Le pôle du 69, rue Sainte-Anne
Le cabinet d’expertise de Bayser est habitué à faire du bruit. Tout le monde a entendu parler d’une folle journée de 2016. Ce jour-là, Augustin signale à Patrick de Bayser chez Tajan une feuille qui le trouble dans un carton soumis pour avis par Thaddée Prate. Patrick reconnaît alors le Saint Sébastien de Léonard de Vinci, estimé 15000000 euros et classé depuis Trésor national. Le même jour, Louis et Mathieu découvrent dans un inventaire pour l’étude Gestas et Carrère de Pau, une Étude de tête d’homme d’Andrea del Sarto. «C’est le rêve de tous les experts! Moi, je rêve de découvrir une feuille de tête sur papier préparé de Lorenzo di Credi ou de Benozzo Gozzoli…» Mais, au-delà de ces coups d’éclat, la solidité d’une maison dépend de bien d’autres fondements. À ce titre, Augustin insiste beaucoup sur l’aspect extrêmement sain de la concurrence, tant dans le domaine des galeries – «Je pense que s’il n’y avait plus assez de marchands, il n’y aurait plus de marché» – que dans celui de l’expertise, dont il serait préjudiciable d’avoir le monopole. Il semble pencher en faveur d’un regroupement des forces au sein même de l’hôtel des ventes. Dans l’hôtel Louvois, les de Bayser et Éric Turquinont d’ailleurs été récemment rejoints par Alexandre Lacroix, spécialiste de sculpture bien connu, ce qui leur permet de balayer un éventail plus large de compétences. Outre ces enjeux stratégiques, la droiture et l’intégrité demeurent les maîtres-mots chez les Bayser. «Toute notre crédibilité repose sur le sérieux de nos expertises et notre loyauté envers nos partenaires. Aucun de nos dessins n’apparaît dans les Cahiers du dessin français publiés par la galerie. Jamais aucun de nous n’enchérit ou n’achète une feuille dans une vente dont nous assurons l’expertise. C’est le B.a-ba. Pour autant, mes frères et moi achetons beaucoup à titre personnel.»
Le virus de la collection est inscrit dans l’ADN familial. Arrière-petit-fils du peintre George Desvallières, petit-fils du peintre et sculpteur Gérard Ambroselli, Augustin de Bayser a accroché quelques-unes de leurs œuvres sur ses murs, mais son goût est éclectique. «Somme toute, j’ai une prédilection pour les natures mortes des XIXe et XXe siècles et pour certains artistes contemporains.

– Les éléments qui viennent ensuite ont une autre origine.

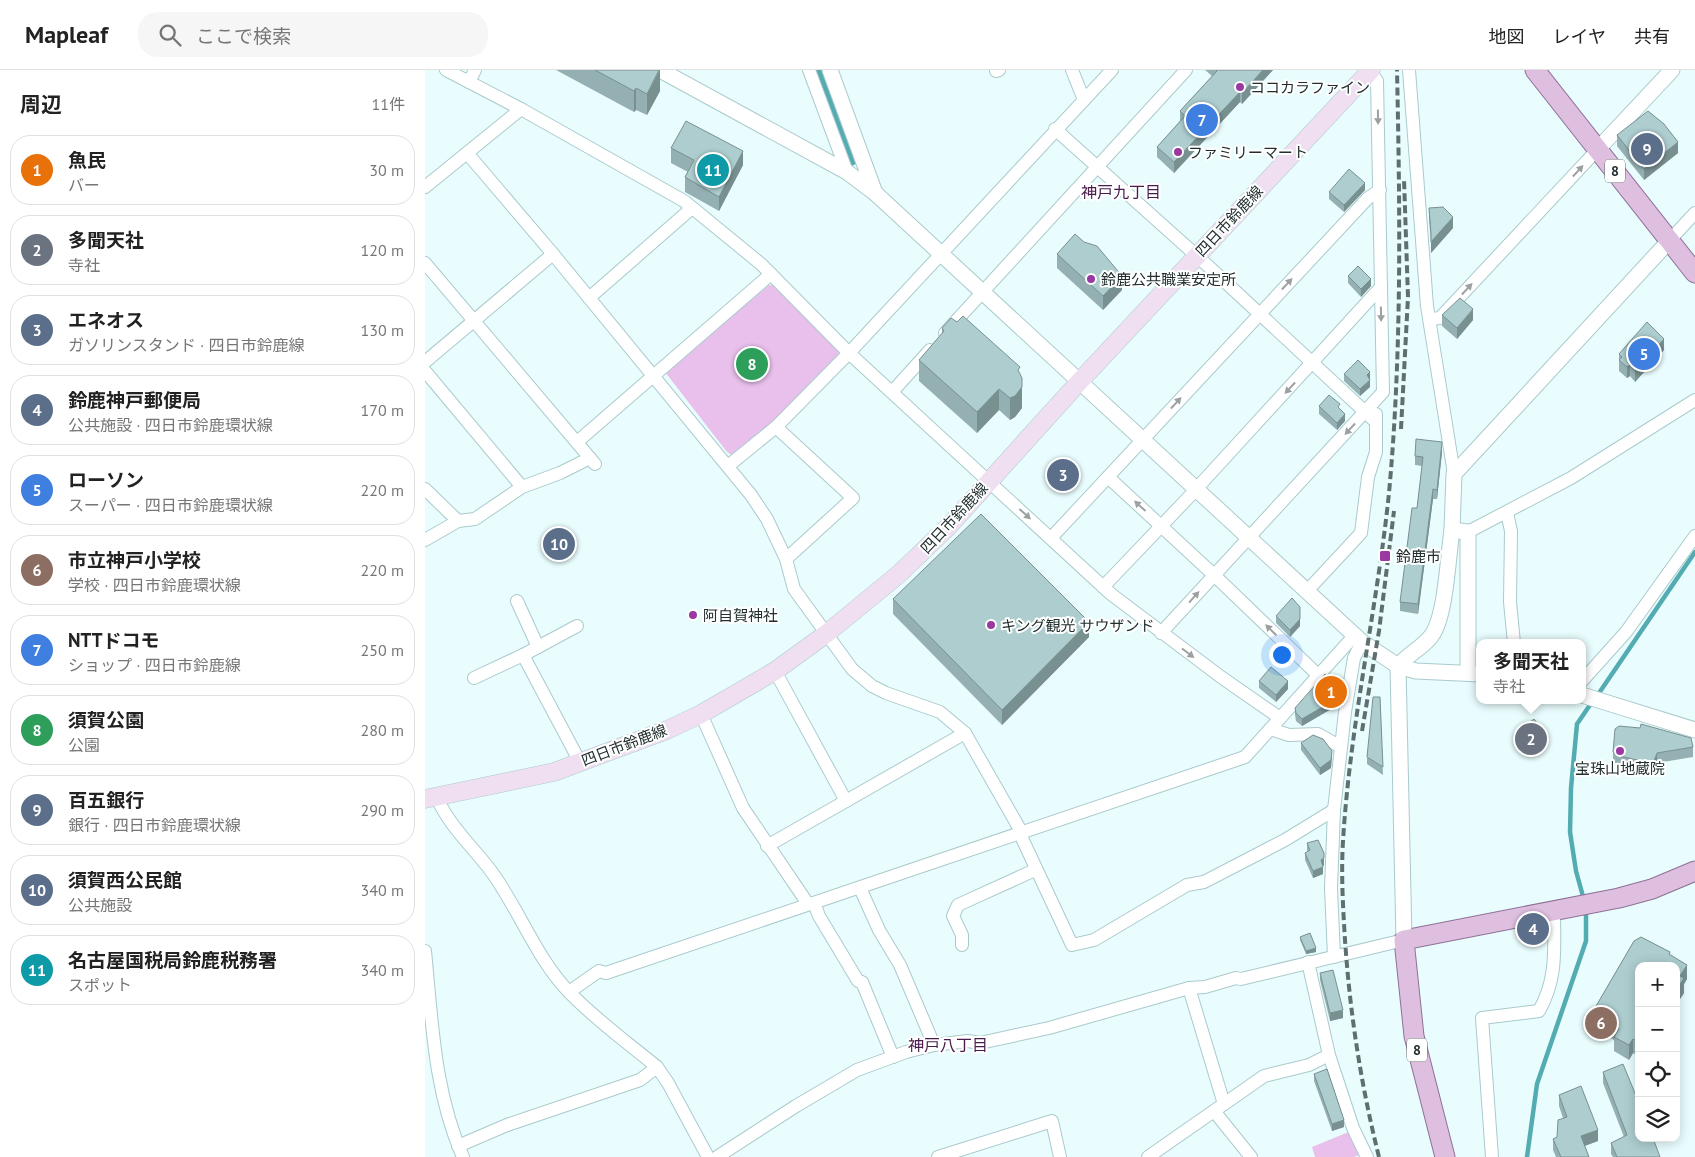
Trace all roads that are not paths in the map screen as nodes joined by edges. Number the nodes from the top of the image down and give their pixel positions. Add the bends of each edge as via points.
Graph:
1 (446, 70) edge
2 (475, 70) edge
3 (660, 70) edge
4 (809, 70) edge
5 (830, 70) edge
6 (1072, 70) edge
7 (1112, 70) edge
8 (1186, 70) edge
9 (1370, 70) edge
10 (1409, 70) edge
11 (1535, 70) edge
12 (1672, 70) edge
13 (469, 82) junction
14 (1084, 100) junction
15 (521, 108) junction
16 (1055, 129) junction
17 (1598, 149) junction
18 (467, 154) junction
19 (1096, 167) junction
20 (847, 172) junction
21 (425, 187) edge
22 (1380, 190) junction
23 (875, 193) junction
24 (692, 208) junction
25 (1695, 213) edge
26 (1669, 241) junction
27 (553, 254) junction
28 (940, 254) junction
29 (1197, 255) junction
30 (425, 262) edge
31 (771, 274) junction
32 (1695, 274) edge
33 (1381, 287) junction
34 (982, 292) junction
35 (589, 298) junction
36 (1259, 314) junction
37 (1431, 320) junction
38 (473, 322) junction
39 (849, 353) junction
40 (425, 362) edge
41 (1313, 362) junction
42 (425, 371) edge
43 (654, 376) junction
44 (1080, 381) junction
45 (892, 392) junction
46 (1695, 400) edge
47 (1375, 401) junction
48 (1366, 412) junction
49 (1376, 422) junction
50 (776, 427) junction
51 (1143, 439) junction
52 (577, 442) junction
53 (728, 466) junction
54 (1454, 474) junction
55 (1108, 477) junction
56 (989, 481) junction
57 (522, 487) junction
58 (425, 489) edge
59 (1197, 489) junction
60 (1507, 513) junction
61 (458, 521) junction
62 (1161, 526) junction
63 (1452, 530) junction
64 (1468, 532) junction
65 (1695, 536) edge
66 (1248, 537) junction
67 (1051, 538) junction
68 (425, 540) edge
69 (786, 559) junction
70 (1214, 574) junction
71 (1103, 587) junction
72 (1307, 591) junction
73 (517, 601) dead end
74 (577, 626) dead end
75 (1161, 633) junction
76 (826, 634) junction
77 (1358, 639) junction
78 (1514, 639) edge
79 (537, 647) junction
80 (523, 655) junction
81 (1398, 666) junction
82 (775, 671) junction
83 (1474, 674) edge
84 (1319, 676) junction
85 (1586, 677) edge
86 (474, 678) dead end
87 (1586, 696) edge
88 (701, 714) junction
89 (1280, 718) junction
90 (1270, 729) junction
91 (1695, 730) edge
92 (965, 733) junction
93 (1341, 747) junction
94 (580, 762) junction
95 (431, 798) edge
96 (846, 801) junction
97 (1334, 810) junction
98 (1021, 834) junction
99 (767, 846) junction
100 (1035, 870) junction
101 (1695, 871) edge
102 (860, 888) junction
103 (811, 903) junction
104 (1560, 909) junction
105 (1404, 940) junction
106 (962, 945) dead end
107 (425, 951) edge
108 (1334, 957) junction
109 (1308, 962) junction
110 (1189, 988) junction
111 (569, 992) junction
112 (934, 1045) junction
113 (1329, 1055) junction
114 (893, 1057) junction
115 (657, 1067) junction
116 (1219, 1108) junction
117 (460, 1152) edge
118 (708, 1157) edge
119 (717, 1157) edge
120 (938, 1157) edge
121 (1061, 1157) edge
122 (1150, 1157) edge
123 (1251, 1157) edge
124 (1367, 1157) edge
125 (1445, 1157) edge
126 (1492, 1157) edge

1 - 13 street
2 - 13 street
3 - 20 street
4 - 20 street
5 - 23 street
6 - 14 street
7 - 14 street
8 - 19 street
9 -> 22 street via 1377,81
9 - 29 main road, 四日市鈴鹿線
10 - 37 street via 1422,254
11 - 17 main road, 8
12 - 17 street
13 - 15 street
14 - 16 street
15 - 18 street
15 - 24 street
16 - 19 street
16 - 28 street
17 - 26 main road, 8
37 -> 17 street via 1440,318
18 - 21 street
18 - 27 street
19 - 29 street
19 - 34 street
20 - 23 street
22 - 33 street
36 -> 22 street via 1368,198
23 - 28 street
24 - 31 street
24 - 35 street
25 - 26 street
26 - 32 main road, 8
26 - 54 street
27 - 35 street
27 - 38 street
28 - 34 street
28 - 39 street
29 - 36 street
29 - 44 main road, 四日市鈴鹿線
30 - 38 street
31 - 39 street
31 - 43 street
33 - 41 street
33 -> 47 street via 1383,392
34 - 44 street
34 - 45 street
35 - 43 street
36 - 41 street
51 -> 36 street
37 - 54 street
38 - 40 street
38 - 52 street
39 - 45 street
39 - 50 street
41 - 48 street
41 -> 59 street
42 - 57 street
43 - 52 street
43 - 53 street
44 - 51 street
44 - 56 main road, 四日市鈴鹿線
45 - 56 street
46 - 60 street via 1571,478
47 - 48 street
47 - 49 street
48 - 49 street
48 -> 66 street
49 - 72 street via 1376,452 1368,477 1361,532
50 - 53 street
50 - 69 street via 853,498
51 - 55 street
51 - 59 street
52 - 57 street via 592,461
53 - 69 street via 767,519
54 - 63 street
62 -> 55 street
55 - 67 street
56 -> 67 street
56 - 76 main road, 四日市鈴鹿線 via 927,548
57 - 61 street via 475,519
58 - 61 street
59 - 62 street
59 - 66 street
60 - 64 street
60 - 78 street via 1511,531 1509,602
61 - 68 street
62 - 70 street
62 - 71 street
63 - 64 street
63 - 81 street via 1439,624 1429,640 1406,656
64 - 83 street
65 - 85 street via 1627,632
66 - 70 street
66 - 72 street
67 - 71 street
69 - 76 street via 795,589
75 -> 70 street
84 -> 70 street
71 - 75 street
72 - 77 street
73 - 79 street
74 - 79 street
75 -> 89 street
76 - 82 main road, 四日市鈴鹿線
76 - 92 street via 852,669 872,686 940,712
77 - 81 street
77 - 84 street
77 - 93 street
79 - 80 street
80 - 86 street
80 - 94 street
81 - 83 street via 1416,671
81 - 105 street
82 - 88 main road, 四日市鈴鹿線
82 - 96 street
84 - 89 street
87 - 91 street
88 - 94 main road, 四日市鈴鹿線
88 - 99 street via 743,808
89 - 90 street
90 - 93 street via 1289,735 1318,734
90 - 98 street via 1245,757
92 - 96 street
92 - 98 street
93 - 97 street
94 - 95 main road, 四日市鈴鹿線 via 554,772
95 - 111 street via 492,872
96 - 99 street
97 - 100 street via 1285,840 1204,882 1187,885 1123,924 1080,945 1072,945
97 - 108 street via 1331,880
98 - 100 street
98 - 102 street
99 - 103 street
100 - 106 street via 958,905 953,916 962,935
101 - 104 main road via 1652,889
102 - 103 street
102 - 112 street via 879,930 900,965
103 - 111 street via 605,973 599,971
103 - 114 street via 858,981 862,982
104 - 105 main road
104 - 126 street via 1555,970 1539,1011 1482,1018
105 - 108 street
105 - 125 main road, 8 via 1414,1036
107 - 117 street via 439,1084
108 - 109 street
109 - 110 street via 1221,984
109 - 113 street
110 - 112 street via 1049,1028 989,1041
110 - 116 street
111 - 115 street
112 - 114 street
113 - 116 street via 1309,1065 1264,1076
113 - 124 street via 1353,1128
114 - 119 street via 850,1075 795,1106
115 - 117 street via 640,1080 507,1125
115 - 118 street
116 - 122 street
116 - 123 street
120 - 121 street via 1052,1121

J’ai commandé plusieurs œuvres à Marie Baird-Smith et j’ai déjà quatre tableaux de Daniele Steardo, auquel j’ai consacré une exposition à la gale-rie en juin dernier. Pour mes trois enfants, j’achète des représentations d’animaux, mais je viens aussi de trouver pour mon fils un montage réunissant des dizaines de pointes de flèches préhistoriques, une bonne façon de lui transmettre le goût pour l’histoire.» Depuis plusieurs années, ce bon vivant, réputé fin gourmet, s’attelle aussi à «sa» collection de portraits de buveurs. Augustin de Bayser qui assure avoir échappé, grâce à l’œil attentif de sa mère, au statut du «favori», n’est plus considéré depuis un moment déjà comme le petit der-nier. Son cousin Alexandre Lacroix dit combien il se distingue par son goût sûr et son esprit critique face aux œuvres. Son frère Louis, plein d’admiration, avertit : «Attention, Augustin est très fort!»